> Your goal
Exactly as they stand, set down all of the records again.

*** Opening Input data ***

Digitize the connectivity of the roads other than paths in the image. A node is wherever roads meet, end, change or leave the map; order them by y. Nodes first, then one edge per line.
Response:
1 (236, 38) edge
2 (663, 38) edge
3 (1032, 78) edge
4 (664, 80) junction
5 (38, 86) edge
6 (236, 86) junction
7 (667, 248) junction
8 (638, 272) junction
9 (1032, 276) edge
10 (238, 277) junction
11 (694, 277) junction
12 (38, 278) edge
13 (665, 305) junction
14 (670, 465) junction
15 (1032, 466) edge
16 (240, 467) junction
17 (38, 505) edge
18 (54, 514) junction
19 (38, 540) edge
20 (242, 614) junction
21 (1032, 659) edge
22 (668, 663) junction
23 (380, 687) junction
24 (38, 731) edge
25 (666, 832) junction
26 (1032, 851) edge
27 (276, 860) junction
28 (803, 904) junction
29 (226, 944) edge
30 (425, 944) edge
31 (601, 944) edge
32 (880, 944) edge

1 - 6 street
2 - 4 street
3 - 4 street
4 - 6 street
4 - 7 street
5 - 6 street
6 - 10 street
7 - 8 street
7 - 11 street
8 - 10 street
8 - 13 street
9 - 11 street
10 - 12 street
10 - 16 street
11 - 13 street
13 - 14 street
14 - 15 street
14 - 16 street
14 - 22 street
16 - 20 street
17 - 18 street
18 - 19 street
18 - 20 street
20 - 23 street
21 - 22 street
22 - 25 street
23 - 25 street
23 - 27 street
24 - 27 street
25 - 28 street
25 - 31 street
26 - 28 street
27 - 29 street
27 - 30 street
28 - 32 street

*** Closing Input data ***

> Answer for the task
Digitize the connectivity of the roads other than paths in the image. A node is wherever roads meet, end, change or leave the map; order them by y. Nodes first, then one edge per line.
Response:
1 (236, 38) edge
2 (663, 38) edge
3 (1032, 78) edge
4 (664, 80) junction
5 (38, 86) edge
6 (236, 86) junction
7 (667, 248) junction
8 (638, 272) junction
9 (1032, 276) edge
10 (238, 277) junction
11 (694, 277) junction
12 (38, 278) edge
13 (665, 305) junction
14 (670, 465) junction
15 (1032, 466) edge
16 (240, 467) junction
17 (38, 505) edge
18 (54, 514) junction
19 (38, 540) edge
20 (242, 614) junction
21 (1032, 659) edge
22 (668, 663) junction
23 (380, 687) junction
24 (38, 731) edge
25 (666, 832) junction
26 (1032, 851) edge
27 (276, 860) junction
28 (803, 904) junction
29 (226, 944) edge
30 (425, 944) edge
31 (601, 944) edge
32 (880, 944) edge

1 - 6 street
2 - 4 street
3 - 4 street
4 - 6 street
4 - 7 street
5 - 6 street
6 - 10 street
7 - 8 street
7 - 11 street
8 - 10 street
8 - 13 street
9 - 11 street
10 - 12 street
10 - 16 street
11 - 13 street
13 - 14 street
14 - 15 street
14 - 16 street
14 - 22 street
16 - 20 street
17 - 18 street
18 - 19 street
18 - 20 street
20 - 23 street
21 - 22 street
22 - 25 street
23 - 25 street
23 - 27 street
24 - 27 street
25 - 28 street
25 - 31 street
26 - 28 street
27 - 29 street
27 - 30 street
28 - 32 street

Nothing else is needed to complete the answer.